In de analyse blijkt ook dat de Maas best beschouwd kan worden als best practice. Langs de Maas werd veel onteigend in het winterbed van de Maas om “ruimte voor water” te creëren. ‘Ruimte voor water’ zoals in de Maasvallei toegepast, ook in de rest van Vlaanderen als voorbeeld dienen voor waterbeveiliging, landschap, natuur en recreatie.
Eenzelfde analyse zoals voor de andere Vlaamse bekkens kon voor de Maas niet uitgevoerd worden, vermits het overstromingsmodel van de Maas zich enkel beperkt tot het winterbed. Hierdoor blijft de berekende schade in vergelijking met de andere bekkens beperkt tot 65,70 miljoen euro in het meest maximale scenario. Gelet dat het winterbed van de Maas bijna volledig onbebouwd is, worden bij een volledige inname van het winterbed slechts 15 woningen getroffen.
De voorliggende analyse houdt er geen rekening mee dat het water over de winterdijk kan stromen, terwijl dit momenteel bij een afvoer die gemiddeld eens om de 10.000 jaar voorkomt (= ca. 4400 m³/s) wel het geval zou zijn in Kotem (Maasmechelen) en Heppeneert (Maaseik). Dit waren dan ook afgelopen zomer de meest kritische locaties.

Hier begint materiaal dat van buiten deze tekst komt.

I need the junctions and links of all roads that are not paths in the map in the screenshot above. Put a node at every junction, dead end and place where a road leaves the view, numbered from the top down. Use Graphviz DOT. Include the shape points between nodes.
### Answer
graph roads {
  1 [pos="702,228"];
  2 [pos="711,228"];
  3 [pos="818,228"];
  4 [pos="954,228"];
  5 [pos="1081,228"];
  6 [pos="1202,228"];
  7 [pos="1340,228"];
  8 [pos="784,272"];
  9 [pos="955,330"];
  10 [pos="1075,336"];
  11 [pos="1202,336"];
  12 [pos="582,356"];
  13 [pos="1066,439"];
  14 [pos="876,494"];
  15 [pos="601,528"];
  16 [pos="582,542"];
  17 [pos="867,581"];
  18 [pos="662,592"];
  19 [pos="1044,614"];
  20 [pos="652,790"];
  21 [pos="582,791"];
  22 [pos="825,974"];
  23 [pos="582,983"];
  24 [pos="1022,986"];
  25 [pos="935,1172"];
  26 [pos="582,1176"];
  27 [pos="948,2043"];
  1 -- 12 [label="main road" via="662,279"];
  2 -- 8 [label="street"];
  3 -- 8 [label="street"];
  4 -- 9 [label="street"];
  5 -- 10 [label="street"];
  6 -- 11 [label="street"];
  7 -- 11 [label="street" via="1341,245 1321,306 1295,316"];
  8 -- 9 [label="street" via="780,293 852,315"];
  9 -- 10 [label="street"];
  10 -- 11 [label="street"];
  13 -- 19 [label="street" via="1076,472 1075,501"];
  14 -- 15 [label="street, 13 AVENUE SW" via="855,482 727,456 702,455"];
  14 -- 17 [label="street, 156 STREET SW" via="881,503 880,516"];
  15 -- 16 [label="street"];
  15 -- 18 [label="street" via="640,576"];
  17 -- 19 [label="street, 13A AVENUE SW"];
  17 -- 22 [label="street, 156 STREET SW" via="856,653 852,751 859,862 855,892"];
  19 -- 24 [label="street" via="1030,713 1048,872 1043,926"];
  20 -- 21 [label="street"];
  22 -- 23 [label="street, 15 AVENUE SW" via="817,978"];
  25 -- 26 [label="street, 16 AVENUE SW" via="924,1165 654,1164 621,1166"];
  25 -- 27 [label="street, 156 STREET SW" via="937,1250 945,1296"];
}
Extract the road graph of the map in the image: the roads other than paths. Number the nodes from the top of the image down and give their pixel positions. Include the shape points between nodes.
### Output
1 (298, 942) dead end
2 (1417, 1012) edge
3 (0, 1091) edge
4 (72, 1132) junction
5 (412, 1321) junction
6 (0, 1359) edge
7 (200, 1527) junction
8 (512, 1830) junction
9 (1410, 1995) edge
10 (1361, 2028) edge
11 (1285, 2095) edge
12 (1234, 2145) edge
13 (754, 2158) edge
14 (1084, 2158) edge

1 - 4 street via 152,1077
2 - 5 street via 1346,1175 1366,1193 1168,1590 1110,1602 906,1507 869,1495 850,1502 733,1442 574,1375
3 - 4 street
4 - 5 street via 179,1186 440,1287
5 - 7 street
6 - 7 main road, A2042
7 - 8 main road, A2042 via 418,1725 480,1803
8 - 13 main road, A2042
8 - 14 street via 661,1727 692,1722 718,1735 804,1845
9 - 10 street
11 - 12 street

Uit deze “waterbom-studie” blijkt dat Vlaanderen dat extreme neerslagevents zoals afgelopen zomer potentieel zeer veel schade kunnen aanrichten.
“Het is belangrijk om te kijken hoe we Vlaanderen nog beter kunnen voorbereiden op dergelijke weersfenomenen. Het multidisciplinair experten-panel o.l.v. Henk Ovink gaat nu verder aan de slag met deze resultaten zodat we tegen de zomer aan de slag kunnen met de eerste beleidsaanbevelingen”, besluit minister Peeters.